ScaDS Logo

COMPETENCE CENTER
FOR SCALABLE DATA SERVICES
AND SOLUTIONS

Using Apache Flink CEP for real-time logistics monitoring

Beitragsseiten

With the increasing distribution of smart devices and sensor systems it is now possible to get data and context information of any element of the real-world. The Internet of Things (IoT) is synonym of this trend, which also becomes a social meaning because it affects all areas of everyday life. But of course this trend provides massive possibilities to improve our life, as well as our companies. So for example real-time insights into business processes are getting more important in recent times. With the right information and only short delays between certain incidents decision makers on operational level are able to quickly react and adapt changes to the processes. Thus, companies with in-depth knowledge of their processes have options to optimize their business as well as to offer new service levels for customers and increase earnings.

[1]

One domain where this necessity was already seen a few years ago, is the logistics sector. Since some years, most logistics providers monitor the location status of the goods. Logistics customers want to know where the goods are, but also what happened with them. For example, fragile or sensitive goods can be very expansive for manufacturers, if they are damaged and production stands still because they aren’t in stock anymore. For this reasons logistics providers have to collect more information about the goods on a more detailed level. To collect the GPS coordinates of trucks, airplanes or ships isn’t sufficient for this. Its needed to gather data on a packet level, so information about environmental conditions or movements for each shipment good independently.

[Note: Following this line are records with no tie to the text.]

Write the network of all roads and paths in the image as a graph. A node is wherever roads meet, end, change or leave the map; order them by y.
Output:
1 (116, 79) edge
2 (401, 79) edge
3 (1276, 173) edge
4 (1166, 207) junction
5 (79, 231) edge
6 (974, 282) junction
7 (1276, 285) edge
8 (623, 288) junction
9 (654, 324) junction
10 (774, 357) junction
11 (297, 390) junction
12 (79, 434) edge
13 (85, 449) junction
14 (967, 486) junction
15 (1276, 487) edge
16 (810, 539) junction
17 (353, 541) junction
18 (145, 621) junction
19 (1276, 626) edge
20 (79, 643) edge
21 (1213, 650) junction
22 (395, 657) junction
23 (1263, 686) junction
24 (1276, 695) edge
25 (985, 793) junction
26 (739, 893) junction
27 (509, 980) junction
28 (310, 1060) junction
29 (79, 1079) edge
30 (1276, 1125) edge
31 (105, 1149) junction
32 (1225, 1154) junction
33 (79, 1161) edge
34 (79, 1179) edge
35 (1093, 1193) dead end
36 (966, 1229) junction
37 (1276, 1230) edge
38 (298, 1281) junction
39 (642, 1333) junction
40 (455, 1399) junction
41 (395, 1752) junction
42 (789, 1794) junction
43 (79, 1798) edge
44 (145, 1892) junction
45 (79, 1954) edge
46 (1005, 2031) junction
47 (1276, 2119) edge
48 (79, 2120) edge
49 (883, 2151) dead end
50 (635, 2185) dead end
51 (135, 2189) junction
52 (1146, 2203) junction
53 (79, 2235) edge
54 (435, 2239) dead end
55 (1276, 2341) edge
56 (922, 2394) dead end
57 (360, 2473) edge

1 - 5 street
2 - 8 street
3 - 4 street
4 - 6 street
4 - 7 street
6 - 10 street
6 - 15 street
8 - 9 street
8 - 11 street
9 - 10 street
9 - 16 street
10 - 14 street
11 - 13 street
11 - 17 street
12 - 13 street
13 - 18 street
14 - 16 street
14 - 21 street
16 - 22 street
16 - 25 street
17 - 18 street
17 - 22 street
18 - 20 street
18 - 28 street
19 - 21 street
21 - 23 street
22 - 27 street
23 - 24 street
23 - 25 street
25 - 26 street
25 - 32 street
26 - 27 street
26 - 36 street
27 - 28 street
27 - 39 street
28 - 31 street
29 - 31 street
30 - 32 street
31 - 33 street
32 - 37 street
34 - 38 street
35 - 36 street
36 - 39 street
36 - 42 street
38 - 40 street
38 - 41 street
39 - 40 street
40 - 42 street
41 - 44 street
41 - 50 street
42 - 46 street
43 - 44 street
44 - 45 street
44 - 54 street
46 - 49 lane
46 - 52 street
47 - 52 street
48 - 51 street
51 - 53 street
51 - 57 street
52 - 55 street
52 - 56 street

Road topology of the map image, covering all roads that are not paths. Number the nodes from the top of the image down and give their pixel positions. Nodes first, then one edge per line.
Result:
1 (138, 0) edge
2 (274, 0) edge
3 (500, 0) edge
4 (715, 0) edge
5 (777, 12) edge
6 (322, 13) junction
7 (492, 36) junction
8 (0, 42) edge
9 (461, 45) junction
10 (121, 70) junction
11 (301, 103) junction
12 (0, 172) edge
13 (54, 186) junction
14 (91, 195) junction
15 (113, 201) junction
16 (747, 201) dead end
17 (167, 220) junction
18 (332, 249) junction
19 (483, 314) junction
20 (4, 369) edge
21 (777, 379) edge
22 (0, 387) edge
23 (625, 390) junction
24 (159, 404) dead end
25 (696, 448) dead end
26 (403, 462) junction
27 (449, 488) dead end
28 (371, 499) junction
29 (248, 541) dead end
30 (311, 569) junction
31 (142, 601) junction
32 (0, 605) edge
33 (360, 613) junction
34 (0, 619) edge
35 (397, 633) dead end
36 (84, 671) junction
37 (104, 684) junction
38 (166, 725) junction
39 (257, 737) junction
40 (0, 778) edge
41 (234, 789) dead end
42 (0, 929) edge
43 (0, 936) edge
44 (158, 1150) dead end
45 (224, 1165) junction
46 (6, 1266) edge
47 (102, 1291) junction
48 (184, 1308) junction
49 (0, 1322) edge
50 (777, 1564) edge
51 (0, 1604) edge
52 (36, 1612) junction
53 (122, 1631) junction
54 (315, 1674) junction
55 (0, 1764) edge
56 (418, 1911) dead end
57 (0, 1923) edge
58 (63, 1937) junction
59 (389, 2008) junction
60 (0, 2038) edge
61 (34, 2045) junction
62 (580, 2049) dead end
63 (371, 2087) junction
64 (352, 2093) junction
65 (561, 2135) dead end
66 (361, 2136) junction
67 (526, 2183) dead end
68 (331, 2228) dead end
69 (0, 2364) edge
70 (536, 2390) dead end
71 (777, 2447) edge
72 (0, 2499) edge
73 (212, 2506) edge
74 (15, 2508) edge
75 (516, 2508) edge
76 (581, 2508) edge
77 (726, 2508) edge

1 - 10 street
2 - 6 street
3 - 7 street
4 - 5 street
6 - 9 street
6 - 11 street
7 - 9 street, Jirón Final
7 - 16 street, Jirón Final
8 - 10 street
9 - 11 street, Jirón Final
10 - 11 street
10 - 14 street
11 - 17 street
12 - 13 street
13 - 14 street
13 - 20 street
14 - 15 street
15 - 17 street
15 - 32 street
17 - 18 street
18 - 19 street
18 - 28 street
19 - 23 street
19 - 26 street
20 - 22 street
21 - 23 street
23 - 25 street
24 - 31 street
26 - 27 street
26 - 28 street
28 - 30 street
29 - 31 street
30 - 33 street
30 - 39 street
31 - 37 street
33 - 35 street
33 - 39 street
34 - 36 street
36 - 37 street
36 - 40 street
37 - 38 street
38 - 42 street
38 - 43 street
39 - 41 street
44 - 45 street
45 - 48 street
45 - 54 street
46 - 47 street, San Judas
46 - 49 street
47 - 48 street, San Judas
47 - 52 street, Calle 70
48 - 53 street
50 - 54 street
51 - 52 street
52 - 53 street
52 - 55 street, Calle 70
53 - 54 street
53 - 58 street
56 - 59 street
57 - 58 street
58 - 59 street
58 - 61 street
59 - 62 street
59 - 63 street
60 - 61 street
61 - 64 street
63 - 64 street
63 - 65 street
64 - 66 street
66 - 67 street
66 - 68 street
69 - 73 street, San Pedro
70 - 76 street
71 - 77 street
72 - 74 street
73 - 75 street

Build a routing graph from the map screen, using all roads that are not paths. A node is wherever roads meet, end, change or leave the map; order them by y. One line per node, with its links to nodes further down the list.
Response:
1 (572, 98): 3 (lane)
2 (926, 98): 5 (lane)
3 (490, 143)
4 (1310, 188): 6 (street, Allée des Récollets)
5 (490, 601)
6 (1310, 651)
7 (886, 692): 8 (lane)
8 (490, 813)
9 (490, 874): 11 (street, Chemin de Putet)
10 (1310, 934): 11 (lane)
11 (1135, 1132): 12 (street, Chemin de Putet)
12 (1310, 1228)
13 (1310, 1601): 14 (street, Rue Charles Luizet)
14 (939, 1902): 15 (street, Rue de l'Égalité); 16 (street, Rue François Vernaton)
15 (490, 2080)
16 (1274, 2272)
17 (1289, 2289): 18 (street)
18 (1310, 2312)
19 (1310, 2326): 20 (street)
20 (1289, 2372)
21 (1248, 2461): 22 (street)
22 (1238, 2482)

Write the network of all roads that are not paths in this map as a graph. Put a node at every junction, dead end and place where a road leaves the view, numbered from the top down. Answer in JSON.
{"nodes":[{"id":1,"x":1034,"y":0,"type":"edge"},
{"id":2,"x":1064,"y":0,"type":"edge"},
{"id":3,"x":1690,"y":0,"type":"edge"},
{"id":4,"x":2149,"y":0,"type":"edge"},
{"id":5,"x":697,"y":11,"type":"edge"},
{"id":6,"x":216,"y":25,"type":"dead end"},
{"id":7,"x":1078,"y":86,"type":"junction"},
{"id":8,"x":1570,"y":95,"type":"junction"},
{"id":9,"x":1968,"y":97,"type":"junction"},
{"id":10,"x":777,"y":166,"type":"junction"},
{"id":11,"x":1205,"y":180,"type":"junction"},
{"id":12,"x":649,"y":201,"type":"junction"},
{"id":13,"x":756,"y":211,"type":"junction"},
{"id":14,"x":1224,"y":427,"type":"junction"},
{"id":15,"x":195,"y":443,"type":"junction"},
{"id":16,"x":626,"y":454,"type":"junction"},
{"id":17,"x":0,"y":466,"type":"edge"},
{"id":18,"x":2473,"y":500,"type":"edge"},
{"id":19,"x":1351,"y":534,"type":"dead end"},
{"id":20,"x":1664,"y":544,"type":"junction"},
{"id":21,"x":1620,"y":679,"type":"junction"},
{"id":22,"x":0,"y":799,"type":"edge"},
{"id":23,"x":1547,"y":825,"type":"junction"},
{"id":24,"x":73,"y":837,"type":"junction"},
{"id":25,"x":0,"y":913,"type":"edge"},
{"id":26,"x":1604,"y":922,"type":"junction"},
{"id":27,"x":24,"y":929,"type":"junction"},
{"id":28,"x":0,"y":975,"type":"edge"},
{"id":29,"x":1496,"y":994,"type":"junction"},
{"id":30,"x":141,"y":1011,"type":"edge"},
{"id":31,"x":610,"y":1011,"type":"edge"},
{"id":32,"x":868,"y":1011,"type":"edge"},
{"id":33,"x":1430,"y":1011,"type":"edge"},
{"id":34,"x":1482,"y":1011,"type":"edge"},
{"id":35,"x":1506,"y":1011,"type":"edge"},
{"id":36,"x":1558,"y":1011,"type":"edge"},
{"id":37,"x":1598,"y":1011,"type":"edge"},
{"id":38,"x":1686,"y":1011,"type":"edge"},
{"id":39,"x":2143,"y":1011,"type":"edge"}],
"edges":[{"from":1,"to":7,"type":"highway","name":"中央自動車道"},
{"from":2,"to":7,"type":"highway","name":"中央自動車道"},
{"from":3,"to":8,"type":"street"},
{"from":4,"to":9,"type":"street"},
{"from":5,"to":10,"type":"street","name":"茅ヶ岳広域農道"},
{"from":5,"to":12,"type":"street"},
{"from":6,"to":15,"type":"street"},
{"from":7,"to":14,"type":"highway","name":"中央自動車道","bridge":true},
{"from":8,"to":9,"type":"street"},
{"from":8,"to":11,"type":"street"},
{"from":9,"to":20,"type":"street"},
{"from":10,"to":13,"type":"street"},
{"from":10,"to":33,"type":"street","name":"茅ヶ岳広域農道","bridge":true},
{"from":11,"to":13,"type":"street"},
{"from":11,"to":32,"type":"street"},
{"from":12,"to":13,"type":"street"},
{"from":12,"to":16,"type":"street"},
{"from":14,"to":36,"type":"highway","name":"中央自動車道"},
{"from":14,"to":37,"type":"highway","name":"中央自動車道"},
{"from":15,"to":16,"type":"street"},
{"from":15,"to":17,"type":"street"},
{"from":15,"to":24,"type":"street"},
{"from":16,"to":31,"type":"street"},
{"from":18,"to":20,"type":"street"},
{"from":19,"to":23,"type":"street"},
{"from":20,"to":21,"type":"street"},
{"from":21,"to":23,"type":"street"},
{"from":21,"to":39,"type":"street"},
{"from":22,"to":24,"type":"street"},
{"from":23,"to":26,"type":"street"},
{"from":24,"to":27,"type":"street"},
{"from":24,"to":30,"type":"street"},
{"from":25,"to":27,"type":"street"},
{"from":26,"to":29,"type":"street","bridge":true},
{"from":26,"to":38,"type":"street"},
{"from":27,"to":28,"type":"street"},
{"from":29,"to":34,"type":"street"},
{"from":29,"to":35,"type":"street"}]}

This mass of information first must be handled. One option is to use data warehouse and business intelligence systems for saving and processing data. But this approach lacks in speed of action. Depending on the used technologies it can take hours until incidents and variances in processes are detected. Another technology for analysing streams of real-time data is Complex Event Processing (CEP). Having its roots on ECA (event-condition-action) rules of database systems, firstly they were developed to detect incidents in stock exchange trading. Due to emerging new data sources they were also used to handle also RFID or other sensor data. But traditional CEP engines like Esper, Drools or Tibco are not efficiently scalable to handle millions of events per second and simultaneously detect complex event patterns in this data. Hence with the rise of scalable stream-processing frameworks like Apache Storm, Apache Spark Streaming and Apache Flink the foundations for scalable complex event processing was laid. While Spark Streaming-based CEP engines retain the same performance limits due to the micro-batch processing of Apache Spark (e.g. Stratio Decision [2]), Storm-based frameworks need to involve a whole system stack (e.g. WSO2 CEP [3]). Now the Apache Flink framework provides a CEP library because “[…] its true streaming nature and its capabilities for low latency as well as high throughput stream processing is a natural fit for CEP workloads.”[4]

Leipzig University and some business partners explored this research topic in the LogiLEIT [5] project funded by the german federal ministry of education and research. In cooperation with the ScaDS competence center a scalable approach based on big data technologies was developed to enhance the current capabilities.